▶ **EXTRACTED INFORMATION**
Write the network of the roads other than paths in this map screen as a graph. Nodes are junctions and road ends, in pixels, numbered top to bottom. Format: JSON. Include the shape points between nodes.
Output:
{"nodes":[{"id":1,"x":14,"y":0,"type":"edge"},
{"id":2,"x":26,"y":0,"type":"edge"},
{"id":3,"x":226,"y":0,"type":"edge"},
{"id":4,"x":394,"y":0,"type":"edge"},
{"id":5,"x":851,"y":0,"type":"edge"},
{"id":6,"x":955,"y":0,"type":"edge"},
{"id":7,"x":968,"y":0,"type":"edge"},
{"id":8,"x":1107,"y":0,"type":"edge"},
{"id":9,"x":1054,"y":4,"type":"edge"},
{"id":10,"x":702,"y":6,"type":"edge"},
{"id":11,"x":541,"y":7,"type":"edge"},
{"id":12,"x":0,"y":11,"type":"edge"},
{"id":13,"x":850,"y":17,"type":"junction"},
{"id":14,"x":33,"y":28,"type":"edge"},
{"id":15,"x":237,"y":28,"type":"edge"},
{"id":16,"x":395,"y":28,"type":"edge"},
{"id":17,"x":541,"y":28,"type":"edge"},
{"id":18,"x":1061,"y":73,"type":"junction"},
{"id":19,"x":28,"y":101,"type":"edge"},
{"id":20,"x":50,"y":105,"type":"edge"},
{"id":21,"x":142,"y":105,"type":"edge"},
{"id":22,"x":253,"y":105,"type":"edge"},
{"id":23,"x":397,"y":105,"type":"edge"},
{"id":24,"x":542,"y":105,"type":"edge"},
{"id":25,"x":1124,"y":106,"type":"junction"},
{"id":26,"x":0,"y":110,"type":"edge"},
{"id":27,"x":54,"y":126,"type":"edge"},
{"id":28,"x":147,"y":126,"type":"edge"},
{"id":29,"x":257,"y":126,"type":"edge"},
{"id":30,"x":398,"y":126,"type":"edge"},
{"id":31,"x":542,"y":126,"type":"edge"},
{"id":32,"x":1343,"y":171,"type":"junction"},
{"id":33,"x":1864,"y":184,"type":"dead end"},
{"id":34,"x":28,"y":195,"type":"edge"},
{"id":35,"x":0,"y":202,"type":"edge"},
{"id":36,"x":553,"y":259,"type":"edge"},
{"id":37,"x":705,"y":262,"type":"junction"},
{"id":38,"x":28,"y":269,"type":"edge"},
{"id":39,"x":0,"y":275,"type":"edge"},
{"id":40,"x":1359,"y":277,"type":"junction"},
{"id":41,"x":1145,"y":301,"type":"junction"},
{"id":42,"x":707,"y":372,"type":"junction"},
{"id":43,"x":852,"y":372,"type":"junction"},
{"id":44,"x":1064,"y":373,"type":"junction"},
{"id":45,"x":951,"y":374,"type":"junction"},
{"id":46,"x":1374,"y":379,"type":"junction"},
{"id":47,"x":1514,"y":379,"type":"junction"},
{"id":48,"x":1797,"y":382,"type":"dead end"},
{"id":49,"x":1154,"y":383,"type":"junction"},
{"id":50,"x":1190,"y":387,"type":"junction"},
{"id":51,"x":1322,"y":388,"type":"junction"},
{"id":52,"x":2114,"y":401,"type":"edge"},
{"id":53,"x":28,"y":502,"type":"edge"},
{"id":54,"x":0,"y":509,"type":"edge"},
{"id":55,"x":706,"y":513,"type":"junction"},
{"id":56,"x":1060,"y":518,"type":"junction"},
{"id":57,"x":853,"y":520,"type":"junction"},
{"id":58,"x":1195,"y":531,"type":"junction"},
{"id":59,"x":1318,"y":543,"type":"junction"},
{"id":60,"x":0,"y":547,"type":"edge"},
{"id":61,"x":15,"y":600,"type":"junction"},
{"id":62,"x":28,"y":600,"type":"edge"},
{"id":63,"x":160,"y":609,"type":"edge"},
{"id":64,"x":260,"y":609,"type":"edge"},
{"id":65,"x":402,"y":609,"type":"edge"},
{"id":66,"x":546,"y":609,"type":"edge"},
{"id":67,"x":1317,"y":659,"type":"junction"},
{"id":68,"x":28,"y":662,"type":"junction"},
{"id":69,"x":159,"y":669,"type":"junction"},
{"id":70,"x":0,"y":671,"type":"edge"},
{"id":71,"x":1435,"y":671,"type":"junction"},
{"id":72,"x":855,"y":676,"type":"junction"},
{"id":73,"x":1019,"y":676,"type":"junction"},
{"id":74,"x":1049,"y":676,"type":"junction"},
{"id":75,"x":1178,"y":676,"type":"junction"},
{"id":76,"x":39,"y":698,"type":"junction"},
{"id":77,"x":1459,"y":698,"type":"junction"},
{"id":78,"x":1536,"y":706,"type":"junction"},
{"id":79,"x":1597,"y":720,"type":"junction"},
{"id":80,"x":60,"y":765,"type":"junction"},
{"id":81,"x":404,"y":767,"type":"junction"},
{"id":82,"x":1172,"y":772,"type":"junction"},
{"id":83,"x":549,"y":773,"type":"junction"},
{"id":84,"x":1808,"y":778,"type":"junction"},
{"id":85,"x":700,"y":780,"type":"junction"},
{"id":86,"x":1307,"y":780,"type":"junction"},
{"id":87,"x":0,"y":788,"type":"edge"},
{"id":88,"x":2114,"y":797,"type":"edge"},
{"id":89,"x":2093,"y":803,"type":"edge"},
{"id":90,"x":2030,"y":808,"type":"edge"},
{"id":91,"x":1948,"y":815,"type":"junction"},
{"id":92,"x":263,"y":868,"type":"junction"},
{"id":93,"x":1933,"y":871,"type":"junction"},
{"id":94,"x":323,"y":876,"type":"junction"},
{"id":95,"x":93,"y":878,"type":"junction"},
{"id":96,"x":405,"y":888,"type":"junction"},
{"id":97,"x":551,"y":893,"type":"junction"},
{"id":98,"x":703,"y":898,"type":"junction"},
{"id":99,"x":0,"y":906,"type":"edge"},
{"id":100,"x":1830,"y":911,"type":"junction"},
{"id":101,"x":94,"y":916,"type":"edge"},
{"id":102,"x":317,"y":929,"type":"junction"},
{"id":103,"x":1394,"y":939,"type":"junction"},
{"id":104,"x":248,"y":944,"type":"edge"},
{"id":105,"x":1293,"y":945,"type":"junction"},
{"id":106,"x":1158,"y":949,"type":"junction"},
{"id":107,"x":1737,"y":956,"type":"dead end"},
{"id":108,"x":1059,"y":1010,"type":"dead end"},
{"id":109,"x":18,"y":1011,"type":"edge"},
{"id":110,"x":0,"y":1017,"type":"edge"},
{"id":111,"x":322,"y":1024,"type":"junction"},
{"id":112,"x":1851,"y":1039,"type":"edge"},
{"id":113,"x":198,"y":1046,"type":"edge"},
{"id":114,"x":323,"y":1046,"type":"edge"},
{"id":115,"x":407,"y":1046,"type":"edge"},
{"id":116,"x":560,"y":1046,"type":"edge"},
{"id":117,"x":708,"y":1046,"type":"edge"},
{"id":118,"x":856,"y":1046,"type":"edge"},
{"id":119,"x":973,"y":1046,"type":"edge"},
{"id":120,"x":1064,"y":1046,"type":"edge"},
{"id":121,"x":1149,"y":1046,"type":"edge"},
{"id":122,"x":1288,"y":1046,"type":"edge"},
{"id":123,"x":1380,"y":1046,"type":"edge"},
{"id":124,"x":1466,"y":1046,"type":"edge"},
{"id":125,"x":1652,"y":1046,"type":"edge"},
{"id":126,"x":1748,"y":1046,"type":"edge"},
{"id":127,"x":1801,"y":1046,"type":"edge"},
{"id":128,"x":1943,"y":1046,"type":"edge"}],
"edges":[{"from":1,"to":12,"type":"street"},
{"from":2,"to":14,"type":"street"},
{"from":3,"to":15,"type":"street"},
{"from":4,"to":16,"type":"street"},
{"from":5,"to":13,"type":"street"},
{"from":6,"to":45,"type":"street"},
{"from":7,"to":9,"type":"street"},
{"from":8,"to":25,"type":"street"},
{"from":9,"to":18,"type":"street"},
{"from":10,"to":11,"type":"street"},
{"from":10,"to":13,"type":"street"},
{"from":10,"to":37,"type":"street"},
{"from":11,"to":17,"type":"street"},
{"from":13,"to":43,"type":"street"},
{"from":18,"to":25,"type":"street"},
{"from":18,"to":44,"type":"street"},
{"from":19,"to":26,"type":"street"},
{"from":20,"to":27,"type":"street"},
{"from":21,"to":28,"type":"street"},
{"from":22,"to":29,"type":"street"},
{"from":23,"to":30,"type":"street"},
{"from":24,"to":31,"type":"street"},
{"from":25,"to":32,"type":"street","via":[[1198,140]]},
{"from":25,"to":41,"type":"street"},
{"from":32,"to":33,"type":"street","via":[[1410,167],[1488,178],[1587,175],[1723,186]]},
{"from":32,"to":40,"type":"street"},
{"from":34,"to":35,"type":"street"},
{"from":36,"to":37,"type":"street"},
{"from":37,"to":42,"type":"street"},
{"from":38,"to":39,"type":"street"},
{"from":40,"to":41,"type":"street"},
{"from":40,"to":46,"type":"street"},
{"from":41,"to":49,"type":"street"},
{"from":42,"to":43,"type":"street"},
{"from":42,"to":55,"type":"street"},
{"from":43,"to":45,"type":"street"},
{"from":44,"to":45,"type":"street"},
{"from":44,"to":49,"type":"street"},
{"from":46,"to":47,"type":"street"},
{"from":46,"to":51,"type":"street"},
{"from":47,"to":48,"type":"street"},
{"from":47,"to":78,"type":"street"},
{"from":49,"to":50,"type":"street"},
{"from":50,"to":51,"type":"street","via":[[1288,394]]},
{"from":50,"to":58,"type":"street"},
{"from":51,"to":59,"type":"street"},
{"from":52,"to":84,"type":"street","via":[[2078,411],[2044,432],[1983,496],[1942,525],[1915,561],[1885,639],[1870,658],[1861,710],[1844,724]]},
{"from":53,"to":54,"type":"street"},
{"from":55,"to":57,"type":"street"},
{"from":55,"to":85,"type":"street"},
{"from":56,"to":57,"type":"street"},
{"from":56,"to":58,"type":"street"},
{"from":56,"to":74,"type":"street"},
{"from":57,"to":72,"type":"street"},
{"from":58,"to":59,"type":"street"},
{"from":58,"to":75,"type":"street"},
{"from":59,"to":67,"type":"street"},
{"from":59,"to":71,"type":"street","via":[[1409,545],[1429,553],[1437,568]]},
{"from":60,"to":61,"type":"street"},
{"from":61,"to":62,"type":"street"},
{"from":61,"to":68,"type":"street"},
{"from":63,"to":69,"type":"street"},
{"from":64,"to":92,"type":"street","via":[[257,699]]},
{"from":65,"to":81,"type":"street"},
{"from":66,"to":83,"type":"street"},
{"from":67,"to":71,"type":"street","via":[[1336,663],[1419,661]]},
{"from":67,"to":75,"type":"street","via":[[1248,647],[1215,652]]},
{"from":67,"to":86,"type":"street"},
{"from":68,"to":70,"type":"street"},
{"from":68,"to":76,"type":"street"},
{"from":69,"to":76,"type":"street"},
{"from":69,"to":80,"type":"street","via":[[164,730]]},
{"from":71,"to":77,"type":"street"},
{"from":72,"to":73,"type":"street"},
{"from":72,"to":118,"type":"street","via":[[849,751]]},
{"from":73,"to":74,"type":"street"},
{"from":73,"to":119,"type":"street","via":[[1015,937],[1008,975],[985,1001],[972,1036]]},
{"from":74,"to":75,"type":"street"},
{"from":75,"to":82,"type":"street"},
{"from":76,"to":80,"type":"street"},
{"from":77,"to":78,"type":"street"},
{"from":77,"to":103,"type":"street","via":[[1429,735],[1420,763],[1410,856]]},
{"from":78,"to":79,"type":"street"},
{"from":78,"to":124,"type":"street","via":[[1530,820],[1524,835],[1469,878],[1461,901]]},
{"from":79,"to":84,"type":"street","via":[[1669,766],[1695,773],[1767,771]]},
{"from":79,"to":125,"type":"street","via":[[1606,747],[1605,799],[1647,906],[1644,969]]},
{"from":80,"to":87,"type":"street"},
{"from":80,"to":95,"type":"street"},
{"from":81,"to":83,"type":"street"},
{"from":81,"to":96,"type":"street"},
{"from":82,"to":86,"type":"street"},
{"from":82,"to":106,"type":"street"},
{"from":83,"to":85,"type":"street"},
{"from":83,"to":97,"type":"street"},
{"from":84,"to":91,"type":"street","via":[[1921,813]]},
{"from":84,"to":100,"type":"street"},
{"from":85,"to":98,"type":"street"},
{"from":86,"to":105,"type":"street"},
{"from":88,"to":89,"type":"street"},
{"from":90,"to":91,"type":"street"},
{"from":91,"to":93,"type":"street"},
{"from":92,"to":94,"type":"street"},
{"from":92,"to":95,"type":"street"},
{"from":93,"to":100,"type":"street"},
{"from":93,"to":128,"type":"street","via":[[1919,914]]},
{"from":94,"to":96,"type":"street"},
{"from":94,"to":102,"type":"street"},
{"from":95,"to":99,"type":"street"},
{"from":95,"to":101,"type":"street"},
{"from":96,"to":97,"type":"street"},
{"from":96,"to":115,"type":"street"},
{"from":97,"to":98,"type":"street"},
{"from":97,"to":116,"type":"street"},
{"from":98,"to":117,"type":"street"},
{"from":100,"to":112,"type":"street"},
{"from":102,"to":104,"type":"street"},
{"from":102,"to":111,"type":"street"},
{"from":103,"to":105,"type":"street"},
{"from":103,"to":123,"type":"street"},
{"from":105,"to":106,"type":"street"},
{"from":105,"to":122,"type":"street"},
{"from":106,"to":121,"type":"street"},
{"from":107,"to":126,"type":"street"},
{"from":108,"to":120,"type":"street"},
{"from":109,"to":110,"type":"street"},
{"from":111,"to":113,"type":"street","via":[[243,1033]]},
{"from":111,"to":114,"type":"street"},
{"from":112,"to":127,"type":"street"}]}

▶ **PROBLEM TO WORK ON**
Taking the lines above one at a time, give the number of them that contain the string "dead". Add nothing else.

▶ **EXPECTED OUTPUT**
4